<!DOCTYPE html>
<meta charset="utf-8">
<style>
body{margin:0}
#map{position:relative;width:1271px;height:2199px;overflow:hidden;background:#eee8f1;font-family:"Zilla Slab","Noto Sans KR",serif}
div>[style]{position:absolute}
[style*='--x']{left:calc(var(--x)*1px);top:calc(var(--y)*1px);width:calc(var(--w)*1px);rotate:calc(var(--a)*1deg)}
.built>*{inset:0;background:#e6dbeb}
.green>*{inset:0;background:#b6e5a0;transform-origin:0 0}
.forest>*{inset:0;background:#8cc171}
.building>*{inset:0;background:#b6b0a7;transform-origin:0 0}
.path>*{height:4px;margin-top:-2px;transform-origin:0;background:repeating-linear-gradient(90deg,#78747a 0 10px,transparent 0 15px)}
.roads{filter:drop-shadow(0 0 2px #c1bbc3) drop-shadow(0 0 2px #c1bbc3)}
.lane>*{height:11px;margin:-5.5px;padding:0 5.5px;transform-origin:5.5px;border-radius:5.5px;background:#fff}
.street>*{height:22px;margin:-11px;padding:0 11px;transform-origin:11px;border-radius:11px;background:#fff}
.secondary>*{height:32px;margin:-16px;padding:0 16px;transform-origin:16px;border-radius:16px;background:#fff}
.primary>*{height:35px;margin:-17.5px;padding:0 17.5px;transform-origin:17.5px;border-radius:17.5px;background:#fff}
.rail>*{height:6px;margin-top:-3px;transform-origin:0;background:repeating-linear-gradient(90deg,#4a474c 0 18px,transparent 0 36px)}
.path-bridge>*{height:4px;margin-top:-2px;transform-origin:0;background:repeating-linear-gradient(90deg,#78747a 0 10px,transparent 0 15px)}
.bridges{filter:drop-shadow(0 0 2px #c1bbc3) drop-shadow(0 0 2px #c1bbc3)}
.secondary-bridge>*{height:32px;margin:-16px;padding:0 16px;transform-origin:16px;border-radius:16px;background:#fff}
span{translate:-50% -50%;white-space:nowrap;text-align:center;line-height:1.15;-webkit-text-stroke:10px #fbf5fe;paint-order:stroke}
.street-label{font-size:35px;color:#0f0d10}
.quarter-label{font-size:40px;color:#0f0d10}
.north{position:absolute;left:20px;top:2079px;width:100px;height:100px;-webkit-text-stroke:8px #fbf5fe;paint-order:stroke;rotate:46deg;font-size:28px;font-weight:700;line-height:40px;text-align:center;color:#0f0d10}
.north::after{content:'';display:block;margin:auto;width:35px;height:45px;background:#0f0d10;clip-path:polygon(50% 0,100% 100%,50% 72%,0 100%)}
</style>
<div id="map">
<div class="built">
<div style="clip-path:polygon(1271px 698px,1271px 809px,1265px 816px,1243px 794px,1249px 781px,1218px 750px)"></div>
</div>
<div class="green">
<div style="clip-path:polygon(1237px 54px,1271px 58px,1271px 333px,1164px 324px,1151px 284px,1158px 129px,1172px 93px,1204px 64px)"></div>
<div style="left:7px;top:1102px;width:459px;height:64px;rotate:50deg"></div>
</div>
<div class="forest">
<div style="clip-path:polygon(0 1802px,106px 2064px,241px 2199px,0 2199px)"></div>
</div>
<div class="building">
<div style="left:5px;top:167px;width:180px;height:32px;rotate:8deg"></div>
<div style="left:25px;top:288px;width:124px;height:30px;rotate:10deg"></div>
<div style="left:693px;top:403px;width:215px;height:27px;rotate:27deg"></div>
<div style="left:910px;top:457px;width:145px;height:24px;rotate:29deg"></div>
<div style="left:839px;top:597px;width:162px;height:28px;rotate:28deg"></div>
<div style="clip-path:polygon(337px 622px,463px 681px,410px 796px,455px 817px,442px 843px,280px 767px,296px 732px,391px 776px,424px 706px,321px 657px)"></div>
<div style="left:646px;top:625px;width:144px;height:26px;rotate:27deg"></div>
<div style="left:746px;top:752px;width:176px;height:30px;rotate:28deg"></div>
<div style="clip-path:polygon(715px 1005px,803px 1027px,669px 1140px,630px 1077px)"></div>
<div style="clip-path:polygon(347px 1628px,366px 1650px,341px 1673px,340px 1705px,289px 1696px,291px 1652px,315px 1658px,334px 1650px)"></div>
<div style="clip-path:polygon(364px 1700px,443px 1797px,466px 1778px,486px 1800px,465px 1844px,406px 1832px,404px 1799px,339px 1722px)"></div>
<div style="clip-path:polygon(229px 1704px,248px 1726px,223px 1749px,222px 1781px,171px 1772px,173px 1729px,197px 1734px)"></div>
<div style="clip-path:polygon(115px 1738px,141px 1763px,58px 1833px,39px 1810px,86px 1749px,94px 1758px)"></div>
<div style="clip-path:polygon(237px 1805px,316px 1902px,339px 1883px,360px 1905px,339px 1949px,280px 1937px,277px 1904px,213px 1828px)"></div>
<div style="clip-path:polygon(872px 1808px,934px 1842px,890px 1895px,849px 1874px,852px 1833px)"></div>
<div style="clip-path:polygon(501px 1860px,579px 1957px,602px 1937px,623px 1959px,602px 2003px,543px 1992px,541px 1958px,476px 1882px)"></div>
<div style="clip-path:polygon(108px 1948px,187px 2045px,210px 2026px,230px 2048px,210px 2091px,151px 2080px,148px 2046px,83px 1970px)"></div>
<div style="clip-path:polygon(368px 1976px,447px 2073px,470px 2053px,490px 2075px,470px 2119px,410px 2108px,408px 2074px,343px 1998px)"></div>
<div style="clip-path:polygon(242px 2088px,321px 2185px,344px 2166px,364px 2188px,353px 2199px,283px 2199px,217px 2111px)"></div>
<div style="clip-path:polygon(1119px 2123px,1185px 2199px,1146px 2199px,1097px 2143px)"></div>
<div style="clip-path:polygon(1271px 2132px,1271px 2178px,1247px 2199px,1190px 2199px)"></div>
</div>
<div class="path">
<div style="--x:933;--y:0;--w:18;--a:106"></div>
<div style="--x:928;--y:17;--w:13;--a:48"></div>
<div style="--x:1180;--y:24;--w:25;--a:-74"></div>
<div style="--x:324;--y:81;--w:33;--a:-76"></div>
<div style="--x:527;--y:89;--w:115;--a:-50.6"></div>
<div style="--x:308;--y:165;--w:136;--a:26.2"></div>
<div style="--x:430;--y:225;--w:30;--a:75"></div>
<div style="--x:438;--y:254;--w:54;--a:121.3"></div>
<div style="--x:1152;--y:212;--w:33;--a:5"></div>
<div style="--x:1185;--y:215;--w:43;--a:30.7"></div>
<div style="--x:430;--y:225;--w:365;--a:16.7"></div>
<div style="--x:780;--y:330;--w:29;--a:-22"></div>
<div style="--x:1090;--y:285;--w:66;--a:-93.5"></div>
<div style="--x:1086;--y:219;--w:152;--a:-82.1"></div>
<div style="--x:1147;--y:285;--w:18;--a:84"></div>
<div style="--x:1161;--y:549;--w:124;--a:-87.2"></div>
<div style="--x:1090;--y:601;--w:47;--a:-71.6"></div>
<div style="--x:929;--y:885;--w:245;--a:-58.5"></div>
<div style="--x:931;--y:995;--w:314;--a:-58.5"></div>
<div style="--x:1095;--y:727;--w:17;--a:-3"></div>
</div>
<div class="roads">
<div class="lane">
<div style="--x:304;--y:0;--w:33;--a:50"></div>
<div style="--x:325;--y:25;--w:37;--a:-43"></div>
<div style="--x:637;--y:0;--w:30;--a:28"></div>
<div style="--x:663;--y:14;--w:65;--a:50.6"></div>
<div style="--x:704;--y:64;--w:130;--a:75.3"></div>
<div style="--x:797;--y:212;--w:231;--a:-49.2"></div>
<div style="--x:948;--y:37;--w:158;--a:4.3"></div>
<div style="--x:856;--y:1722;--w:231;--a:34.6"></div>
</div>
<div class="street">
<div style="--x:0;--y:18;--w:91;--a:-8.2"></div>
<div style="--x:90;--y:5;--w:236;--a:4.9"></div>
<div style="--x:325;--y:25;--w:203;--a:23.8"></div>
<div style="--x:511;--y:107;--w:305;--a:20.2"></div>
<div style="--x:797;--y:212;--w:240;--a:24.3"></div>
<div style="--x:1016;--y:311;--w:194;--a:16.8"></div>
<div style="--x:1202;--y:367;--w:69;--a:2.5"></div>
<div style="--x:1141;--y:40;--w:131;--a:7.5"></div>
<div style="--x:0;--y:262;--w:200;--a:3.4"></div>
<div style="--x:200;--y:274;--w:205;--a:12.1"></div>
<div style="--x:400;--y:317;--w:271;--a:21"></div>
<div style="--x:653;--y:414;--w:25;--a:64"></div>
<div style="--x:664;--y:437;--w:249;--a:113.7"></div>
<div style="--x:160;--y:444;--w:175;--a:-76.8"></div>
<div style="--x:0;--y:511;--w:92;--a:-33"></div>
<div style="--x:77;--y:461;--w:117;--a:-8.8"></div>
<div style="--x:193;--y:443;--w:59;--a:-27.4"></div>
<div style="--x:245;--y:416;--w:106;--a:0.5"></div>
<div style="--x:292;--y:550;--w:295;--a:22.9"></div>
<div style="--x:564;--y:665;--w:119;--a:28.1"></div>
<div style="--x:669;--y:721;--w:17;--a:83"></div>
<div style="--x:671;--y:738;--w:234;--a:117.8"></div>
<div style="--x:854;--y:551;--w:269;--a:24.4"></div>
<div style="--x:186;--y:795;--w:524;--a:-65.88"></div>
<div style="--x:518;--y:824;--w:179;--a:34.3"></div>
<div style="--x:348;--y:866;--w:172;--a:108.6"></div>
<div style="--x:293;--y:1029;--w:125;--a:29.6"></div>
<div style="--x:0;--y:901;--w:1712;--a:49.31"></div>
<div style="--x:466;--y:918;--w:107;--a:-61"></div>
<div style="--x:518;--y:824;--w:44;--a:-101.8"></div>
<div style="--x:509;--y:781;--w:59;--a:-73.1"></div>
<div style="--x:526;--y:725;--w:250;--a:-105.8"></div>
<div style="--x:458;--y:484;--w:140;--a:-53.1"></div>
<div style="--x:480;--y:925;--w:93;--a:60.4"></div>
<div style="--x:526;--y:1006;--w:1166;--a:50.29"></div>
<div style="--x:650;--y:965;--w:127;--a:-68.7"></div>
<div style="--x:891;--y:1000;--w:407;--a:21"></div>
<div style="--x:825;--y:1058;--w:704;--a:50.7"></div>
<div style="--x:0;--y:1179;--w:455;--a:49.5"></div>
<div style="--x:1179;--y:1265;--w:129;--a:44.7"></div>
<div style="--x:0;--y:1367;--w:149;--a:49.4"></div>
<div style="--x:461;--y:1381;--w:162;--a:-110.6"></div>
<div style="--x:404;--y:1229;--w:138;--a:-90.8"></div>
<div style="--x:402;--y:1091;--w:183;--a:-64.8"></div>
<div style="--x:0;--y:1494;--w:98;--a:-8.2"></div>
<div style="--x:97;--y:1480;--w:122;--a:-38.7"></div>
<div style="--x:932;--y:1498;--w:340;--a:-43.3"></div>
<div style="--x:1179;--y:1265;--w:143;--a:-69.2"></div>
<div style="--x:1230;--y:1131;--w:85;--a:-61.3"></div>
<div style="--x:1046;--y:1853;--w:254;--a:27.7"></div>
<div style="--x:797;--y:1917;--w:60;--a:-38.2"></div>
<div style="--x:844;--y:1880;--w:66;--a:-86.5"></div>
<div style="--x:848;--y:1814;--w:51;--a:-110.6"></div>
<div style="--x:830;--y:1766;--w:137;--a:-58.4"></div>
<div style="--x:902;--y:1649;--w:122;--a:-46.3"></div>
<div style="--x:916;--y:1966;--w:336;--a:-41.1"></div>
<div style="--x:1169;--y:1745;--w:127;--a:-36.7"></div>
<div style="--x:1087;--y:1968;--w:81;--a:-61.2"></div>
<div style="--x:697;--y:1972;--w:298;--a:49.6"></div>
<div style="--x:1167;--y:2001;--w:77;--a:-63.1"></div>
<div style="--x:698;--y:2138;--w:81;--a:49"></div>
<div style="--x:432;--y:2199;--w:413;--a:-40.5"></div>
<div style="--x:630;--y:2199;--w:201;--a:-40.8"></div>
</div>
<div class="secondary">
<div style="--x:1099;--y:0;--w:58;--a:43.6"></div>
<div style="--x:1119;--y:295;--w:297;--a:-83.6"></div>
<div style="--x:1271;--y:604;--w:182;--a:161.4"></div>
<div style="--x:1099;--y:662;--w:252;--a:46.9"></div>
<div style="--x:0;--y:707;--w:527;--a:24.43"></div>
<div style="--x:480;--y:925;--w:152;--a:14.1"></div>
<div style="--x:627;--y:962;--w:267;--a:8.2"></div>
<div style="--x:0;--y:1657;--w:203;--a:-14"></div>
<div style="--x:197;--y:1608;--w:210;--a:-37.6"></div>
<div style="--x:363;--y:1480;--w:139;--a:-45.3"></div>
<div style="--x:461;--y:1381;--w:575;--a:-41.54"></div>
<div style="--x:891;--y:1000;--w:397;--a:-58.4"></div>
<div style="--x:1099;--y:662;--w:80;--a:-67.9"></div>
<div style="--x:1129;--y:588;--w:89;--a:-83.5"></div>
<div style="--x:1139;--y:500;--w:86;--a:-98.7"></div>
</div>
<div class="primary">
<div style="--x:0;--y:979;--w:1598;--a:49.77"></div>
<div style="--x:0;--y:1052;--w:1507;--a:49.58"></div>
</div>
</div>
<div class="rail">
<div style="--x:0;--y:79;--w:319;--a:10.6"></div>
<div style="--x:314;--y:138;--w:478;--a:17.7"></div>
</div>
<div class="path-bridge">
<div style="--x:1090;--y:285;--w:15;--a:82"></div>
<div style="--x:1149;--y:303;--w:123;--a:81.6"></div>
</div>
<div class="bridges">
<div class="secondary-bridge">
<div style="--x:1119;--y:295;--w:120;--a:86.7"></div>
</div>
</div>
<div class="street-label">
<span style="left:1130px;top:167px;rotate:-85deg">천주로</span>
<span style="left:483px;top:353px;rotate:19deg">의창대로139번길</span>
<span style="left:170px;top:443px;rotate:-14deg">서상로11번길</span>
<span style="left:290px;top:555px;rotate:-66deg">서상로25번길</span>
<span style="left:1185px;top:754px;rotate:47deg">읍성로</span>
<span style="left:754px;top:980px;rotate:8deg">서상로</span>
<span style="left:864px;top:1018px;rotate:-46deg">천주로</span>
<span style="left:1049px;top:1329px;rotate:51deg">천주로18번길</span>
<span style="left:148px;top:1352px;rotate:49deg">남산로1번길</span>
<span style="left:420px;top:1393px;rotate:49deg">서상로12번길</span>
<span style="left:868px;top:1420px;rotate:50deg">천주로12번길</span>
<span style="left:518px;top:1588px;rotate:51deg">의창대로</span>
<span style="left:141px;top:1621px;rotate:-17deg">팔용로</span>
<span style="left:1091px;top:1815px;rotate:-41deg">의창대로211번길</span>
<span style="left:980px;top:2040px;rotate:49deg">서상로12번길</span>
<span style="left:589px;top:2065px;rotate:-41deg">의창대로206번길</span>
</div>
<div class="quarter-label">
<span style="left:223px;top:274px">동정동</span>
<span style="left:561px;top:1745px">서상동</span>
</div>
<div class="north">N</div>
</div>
────────────────
**Task details:** Reply with nothing but the count of lines in the entries above that contain "forest".

**Task result:** 2